Sir Isaac didn't say what everyone already knew — that the Columbia had long since been retired, and the new administration had ordered up four new shuttles to get their "Final Frontier" program on track. When the President announced to an open-mouthed press corps that his fiscally conservative administration was going to buy four new orbiters at a price tag of $2 billion apiece, the former auto executive couldn't help joking that he'd gotten a fleet discount. Yet in the same speech he'd also announced the newest shuttle would be named Christa, in honor of the teacher who'd died aboard the Challenger, and for whom he'd wept on that fateful day.

"So all we have in the gate is the Constellation?" asked the Bull.

"That's correct," replied Sir Isaac. "The soonest we could get the Constellation off the pad would be seventy-two hours, give or take, depending on Intrepid's flight path at the time.
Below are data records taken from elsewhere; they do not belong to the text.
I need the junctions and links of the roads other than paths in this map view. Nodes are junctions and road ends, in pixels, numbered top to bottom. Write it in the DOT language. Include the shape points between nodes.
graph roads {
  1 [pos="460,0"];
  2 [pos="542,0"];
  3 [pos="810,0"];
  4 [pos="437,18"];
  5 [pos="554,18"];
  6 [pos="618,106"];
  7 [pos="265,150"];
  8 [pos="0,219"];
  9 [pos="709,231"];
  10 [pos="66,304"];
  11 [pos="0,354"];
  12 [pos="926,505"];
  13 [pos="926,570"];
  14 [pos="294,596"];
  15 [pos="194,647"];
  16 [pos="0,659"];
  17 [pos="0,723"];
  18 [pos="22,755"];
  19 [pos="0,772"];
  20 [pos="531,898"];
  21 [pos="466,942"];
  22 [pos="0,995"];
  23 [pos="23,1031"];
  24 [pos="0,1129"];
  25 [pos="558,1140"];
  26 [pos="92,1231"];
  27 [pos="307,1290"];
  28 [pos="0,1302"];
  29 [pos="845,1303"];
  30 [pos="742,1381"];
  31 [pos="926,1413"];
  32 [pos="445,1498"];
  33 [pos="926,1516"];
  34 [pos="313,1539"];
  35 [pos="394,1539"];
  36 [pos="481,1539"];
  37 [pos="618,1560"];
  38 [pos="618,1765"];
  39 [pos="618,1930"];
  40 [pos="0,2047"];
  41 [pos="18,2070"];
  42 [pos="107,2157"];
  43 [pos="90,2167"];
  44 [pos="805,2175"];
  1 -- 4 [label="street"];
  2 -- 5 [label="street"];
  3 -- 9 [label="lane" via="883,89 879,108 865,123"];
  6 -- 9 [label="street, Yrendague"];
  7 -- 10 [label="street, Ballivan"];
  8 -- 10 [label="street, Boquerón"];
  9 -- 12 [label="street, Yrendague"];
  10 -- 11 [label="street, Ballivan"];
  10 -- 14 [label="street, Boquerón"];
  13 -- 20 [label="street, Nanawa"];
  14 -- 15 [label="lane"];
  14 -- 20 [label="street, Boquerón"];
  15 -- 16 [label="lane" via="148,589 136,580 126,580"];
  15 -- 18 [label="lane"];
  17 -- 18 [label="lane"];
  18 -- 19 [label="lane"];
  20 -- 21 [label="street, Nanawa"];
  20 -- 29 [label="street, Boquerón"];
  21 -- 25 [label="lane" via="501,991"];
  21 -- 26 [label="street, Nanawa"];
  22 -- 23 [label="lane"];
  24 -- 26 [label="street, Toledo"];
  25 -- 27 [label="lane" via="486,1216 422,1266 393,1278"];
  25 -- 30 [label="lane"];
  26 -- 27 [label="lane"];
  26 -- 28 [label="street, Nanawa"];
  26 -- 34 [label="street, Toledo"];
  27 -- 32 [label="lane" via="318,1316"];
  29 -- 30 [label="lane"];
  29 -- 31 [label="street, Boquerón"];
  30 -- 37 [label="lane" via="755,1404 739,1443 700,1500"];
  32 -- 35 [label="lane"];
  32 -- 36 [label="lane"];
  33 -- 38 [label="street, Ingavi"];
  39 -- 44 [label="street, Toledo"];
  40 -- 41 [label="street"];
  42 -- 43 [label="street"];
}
I haven't run a rendezvous flight plan through the computer yet. But if we do use the Constellation that presents us with two problems."

Whittenberg already knew what they were, but wanted them verbalized anyway. "Continue," he ordered.

"Yes, sir. Since the Intrepid is in a polar orbit, we'll have to extricate the Constellation's payload. It's way too heavy for a polar launch. That means we'll have to send up the Anik and COSMAX later, and that screws up the scheduling pipeline for at least a year."

Sir Isaac was referring to one of the basic limitations of orbital mechanics. The earth rotates from west to east at about 900 mph. This provides equatorial launches, traveling east out of the Kennedy Space Center, with extra lifting power — sort of like jumping from a running start. Unfortunately, this "rotational boost" is lost when a shuttle is fired into a polar orbit — which is sort of like jumping from a standing position. As a result, equatorial launches from Florida could handle payloads almost twice as heavy as polar launches from Vandenberg Air Force Base in California.

"Also," continued Sir Isaac, "there's another problem with going out of Florida. We've only launched a few satellites into a polar orbit from the Cape, and that was back in the sixties. As I recall, those rockets were launched due east over the Atlantic, then were put through a dogleg maneuver that sent them south. There's no way we could execute a dogleg maneuver with the Constellation. It would require too much propellant. If we launch the Constellation from the Cape it will have to go directly south and pass over populated areas during its ascent. I suppose such an action would require Presidential approval of some sort."